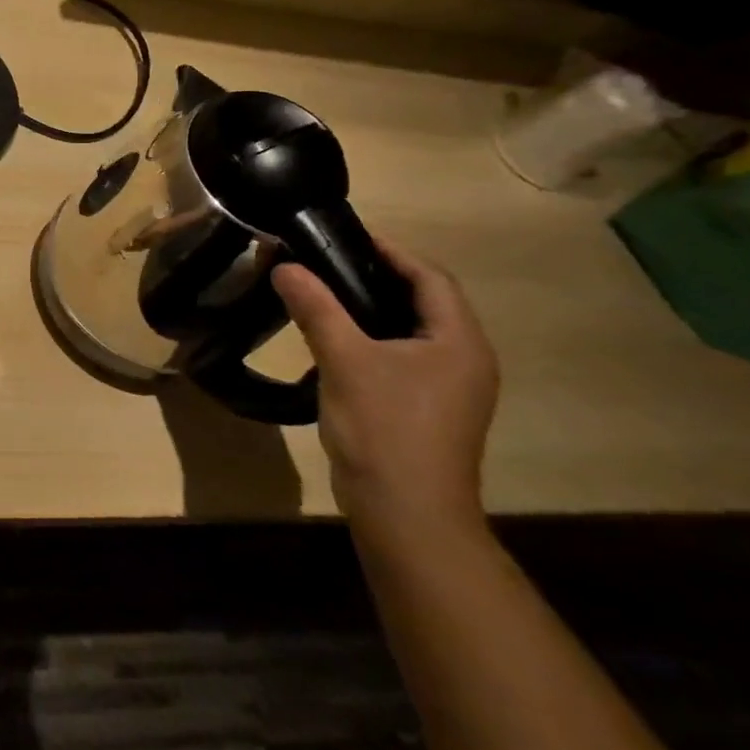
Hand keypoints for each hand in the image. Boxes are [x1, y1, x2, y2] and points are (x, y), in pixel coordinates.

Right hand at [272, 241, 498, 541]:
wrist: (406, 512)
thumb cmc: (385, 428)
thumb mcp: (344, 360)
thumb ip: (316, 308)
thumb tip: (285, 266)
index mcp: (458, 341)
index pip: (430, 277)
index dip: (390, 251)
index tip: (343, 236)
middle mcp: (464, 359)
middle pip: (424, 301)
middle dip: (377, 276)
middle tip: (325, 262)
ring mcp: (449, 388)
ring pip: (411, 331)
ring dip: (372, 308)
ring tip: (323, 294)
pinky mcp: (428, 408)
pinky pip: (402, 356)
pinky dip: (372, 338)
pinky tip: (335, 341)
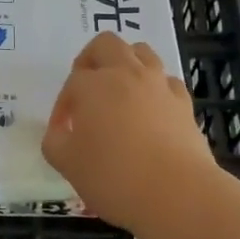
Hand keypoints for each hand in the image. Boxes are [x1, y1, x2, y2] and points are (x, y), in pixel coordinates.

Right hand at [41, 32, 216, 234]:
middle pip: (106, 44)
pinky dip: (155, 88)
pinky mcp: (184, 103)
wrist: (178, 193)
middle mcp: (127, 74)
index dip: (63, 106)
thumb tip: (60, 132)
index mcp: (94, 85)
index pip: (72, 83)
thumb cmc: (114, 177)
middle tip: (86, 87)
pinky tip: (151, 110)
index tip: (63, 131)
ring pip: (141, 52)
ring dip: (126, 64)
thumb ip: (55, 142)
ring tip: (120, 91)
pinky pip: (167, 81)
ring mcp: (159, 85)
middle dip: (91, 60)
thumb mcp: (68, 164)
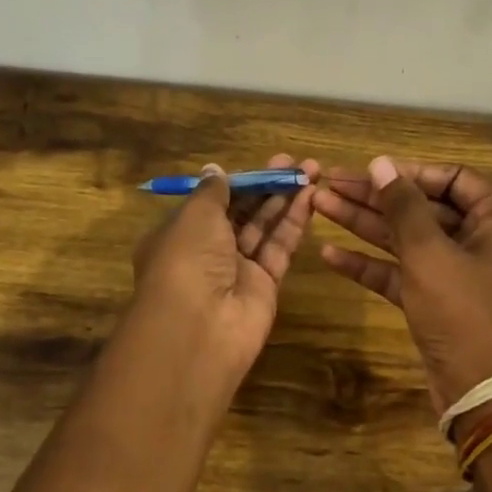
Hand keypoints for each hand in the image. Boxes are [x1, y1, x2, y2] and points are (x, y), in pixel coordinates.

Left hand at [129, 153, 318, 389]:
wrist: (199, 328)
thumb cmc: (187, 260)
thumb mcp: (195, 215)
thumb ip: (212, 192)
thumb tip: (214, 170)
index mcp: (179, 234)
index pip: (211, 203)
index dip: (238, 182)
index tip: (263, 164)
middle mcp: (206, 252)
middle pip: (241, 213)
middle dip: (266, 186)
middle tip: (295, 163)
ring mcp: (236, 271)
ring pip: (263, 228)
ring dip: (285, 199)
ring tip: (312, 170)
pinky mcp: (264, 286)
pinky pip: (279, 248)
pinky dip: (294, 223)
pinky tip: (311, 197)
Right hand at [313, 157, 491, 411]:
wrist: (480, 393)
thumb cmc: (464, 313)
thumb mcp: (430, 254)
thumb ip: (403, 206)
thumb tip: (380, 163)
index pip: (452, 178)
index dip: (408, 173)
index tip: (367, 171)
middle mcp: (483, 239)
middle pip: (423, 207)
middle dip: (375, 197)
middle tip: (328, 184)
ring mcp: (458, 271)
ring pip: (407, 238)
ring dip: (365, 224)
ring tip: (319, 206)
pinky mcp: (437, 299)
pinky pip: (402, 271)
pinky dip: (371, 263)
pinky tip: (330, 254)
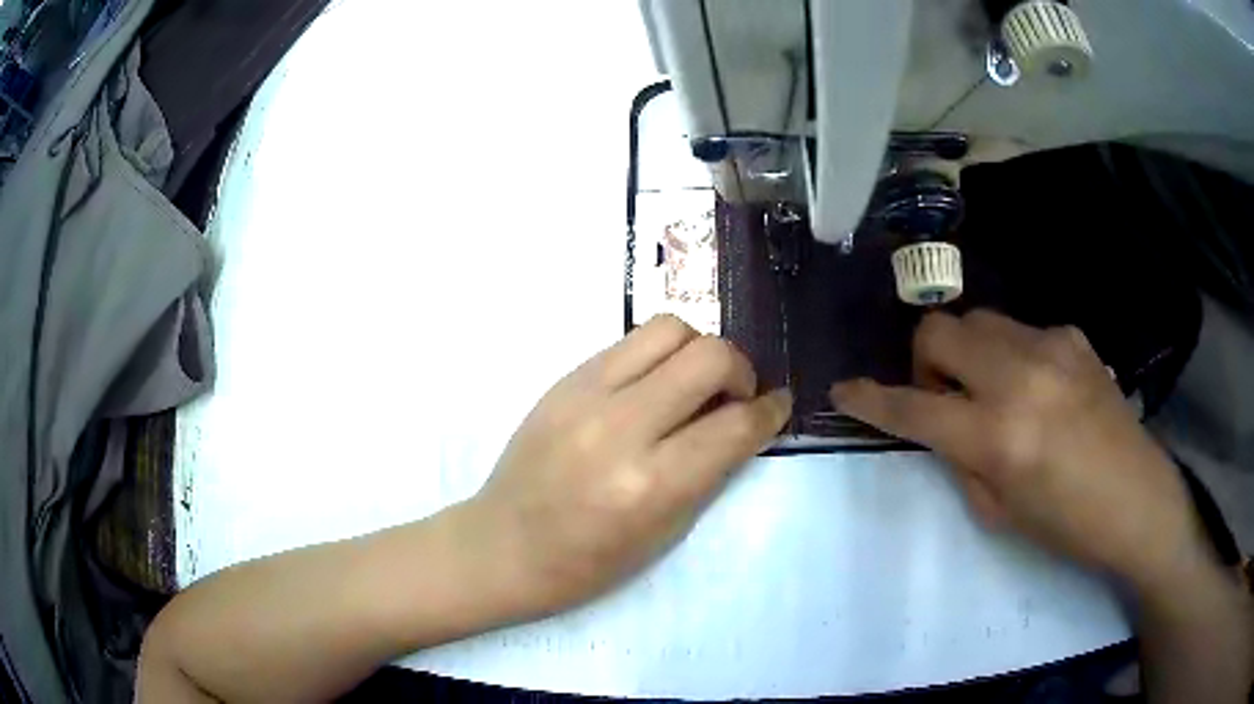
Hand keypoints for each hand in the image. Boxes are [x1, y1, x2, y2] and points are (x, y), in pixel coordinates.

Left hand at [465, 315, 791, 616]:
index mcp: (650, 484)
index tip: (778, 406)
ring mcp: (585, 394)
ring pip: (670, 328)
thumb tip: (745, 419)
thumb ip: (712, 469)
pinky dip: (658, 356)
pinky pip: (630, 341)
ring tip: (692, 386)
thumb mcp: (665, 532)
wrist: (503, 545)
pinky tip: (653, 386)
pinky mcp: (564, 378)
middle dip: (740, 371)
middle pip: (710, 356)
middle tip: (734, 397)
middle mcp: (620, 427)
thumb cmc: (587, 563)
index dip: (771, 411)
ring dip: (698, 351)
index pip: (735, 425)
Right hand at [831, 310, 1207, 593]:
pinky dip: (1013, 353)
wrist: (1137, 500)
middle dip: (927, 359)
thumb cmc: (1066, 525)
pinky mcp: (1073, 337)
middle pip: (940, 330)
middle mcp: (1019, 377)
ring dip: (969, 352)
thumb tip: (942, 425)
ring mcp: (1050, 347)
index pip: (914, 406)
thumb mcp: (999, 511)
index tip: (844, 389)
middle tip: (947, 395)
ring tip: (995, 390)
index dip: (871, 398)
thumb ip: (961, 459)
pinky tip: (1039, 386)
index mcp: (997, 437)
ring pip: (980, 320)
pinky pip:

###

## REQUIRED WORK
Skip the images and write out the rest of the listing exactly.

## OUTPUT FOR THIS TASK
Hand keypoints for each hand in the image. Boxes are [x1, y1, x2, y2] and points are (x, y), in pixel coordinates.

Right hand at [272, 241, 498, 541]:
wrist: (406, 512)
thumb cmc: (385, 428)
thumb mcp: (344, 360)
thumb ip: (316, 308)
thumb tip: (285, 266)
index mcp: (458, 341)
index pip: (430, 277)
index dip: (390, 251)
index tip: (343, 236)
middle mcp: (464, 359)
middle pip: (424, 301)
middle dip: (377, 276)
middle tip: (325, 262)
ring mcp: (449, 388)
ring pip: (411, 331)
ring dip: (372, 308)
ring tip: (323, 294)
pinky mcp: (428, 408)
pinky pip: (402, 356)
pinky dip: (372, 338)
pinky tip: (335, 341)
Hand keypoints for each hand in the image. Boxes are [x1, y1, x2, y2] and points are (x, y), in pixel coordinates.

Right hand at [41, 32, 216, 234]:
middle pip: (106, 44)
pinky dip: (155, 88)
pinky mcp: (184, 103)
wrist: (178, 193)
middle mcp: (127, 74)
index dip: (63, 106)
thumb tip: (60, 132)
index mcp: (94, 85)
index pip: (72, 83)
thumb cmc: (114, 177)
middle tip: (86, 87)
pinky tip: (151, 110)
index tip: (63, 131)
ring pip: (141, 52)
ring dip: (126, 64)
thumb ip: (55, 142)
ring tip: (120, 91)
pinky pip: (167, 81)
ring mcp: (159, 85)
middle dip: (91, 60)
thumb mcp: (68, 164)
Hand keypoints for each hand in the image. Boxes are [x1, y1, x2, y2] and points are (x, y), in pixel coordinates.

Left hand at [129, 153, 318, 389]:
wrist: (199, 328)
thumb cmc: (187, 260)
thumb mcp: (195, 215)
thumb ip: (212, 192)
thumb tip: (214, 170)
index mcp: (179, 234)
index pip: (211, 203)
index dip: (238, 182)
index tip: (263, 164)
middle mcp: (206, 252)
middle pip: (241, 213)
middle dip: (266, 186)
middle tip: (295, 163)
ring mcp: (236, 271)
ring pip: (263, 228)
ring dip: (285, 199)
ring tip: (312, 170)
pinky mcp: (264, 286)
pinky pip: (279, 248)
pinky dip: (294, 223)
pinky tip: (311, 197)
Right hand at [313, 157, 491, 411]:
wrist: (480, 393)
thumb cmc: (464, 313)
thumb mcp: (430, 254)
thumb ip: (403, 206)
thumb tip: (380, 163)
index pip: (452, 178)
index dip: (408, 173)
index tip: (367, 171)
middle mcp: (483, 239)
middle pip: (423, 207)
middle dip: (375, 197)
middle tip: (328, 184)
ring mcp: (458, 271)
ring pip: (407, 238)
ring dip: (365, 224)
ring tip: (319, 206)
pinky mcp: (437, 299)
pinky pip: (402, 271)
pinky dip: (371, 263)
pinky tip: (330, 254)
Hand keypoints for each hand in the image. Boxes are [x1, y1, x2, y2] and points are (x, y), in pixel coordinates.

Left hand at [465, 315, 791, 616]:
index mcp: (650, 484)
index tip: (778, 406)
ring mcp: (585, 394)
ring pip: (670, 328)
thumb tip: (745, 419)
thumb ip: (712, 469)
pinky dip: (658, 356)
pinky pip: (630, 341)
ring tip: (692, 386)
thumb mcp: (665, 532)
wrist: (503, 545)
pinky tip: (653, 386)
pinky mcp: (564, 378)
middle dip: (740, 371)
middle pip: (710, 356)
middle tip: (734, 397)
middle mcp: (620, 427)
thumb cmc: (587, 563)
index dip: (771, 411)
ring dip: (698, 351)
index pip: (735, 425)
Right hand at [831, 310, 1207, 593]:
pinky dip: (1013, 353)
wrist: (1137, 500)
middle dip: (927, 359)
thumb cmc: (1066, 525)
pinky mcp: (1073, 337)
middle pip: (940, 330)
middle mcp: (1019, 377)
ring dip: (969, 352)
thumb tip: (942, 425)
ring mcp: (1050, 347)
index pip: (914, 406)
thumb mcp: (999, 511)
index tip: (844, 389)
middle tip: (947, 395)
ring tip: (995, 390)
index dip: (871, 398)
thumb ip: (961, 459)
pinky tip: (1039, 386)
index mcp: (997, 437)
ring pip: (980, 320)
pinky pip:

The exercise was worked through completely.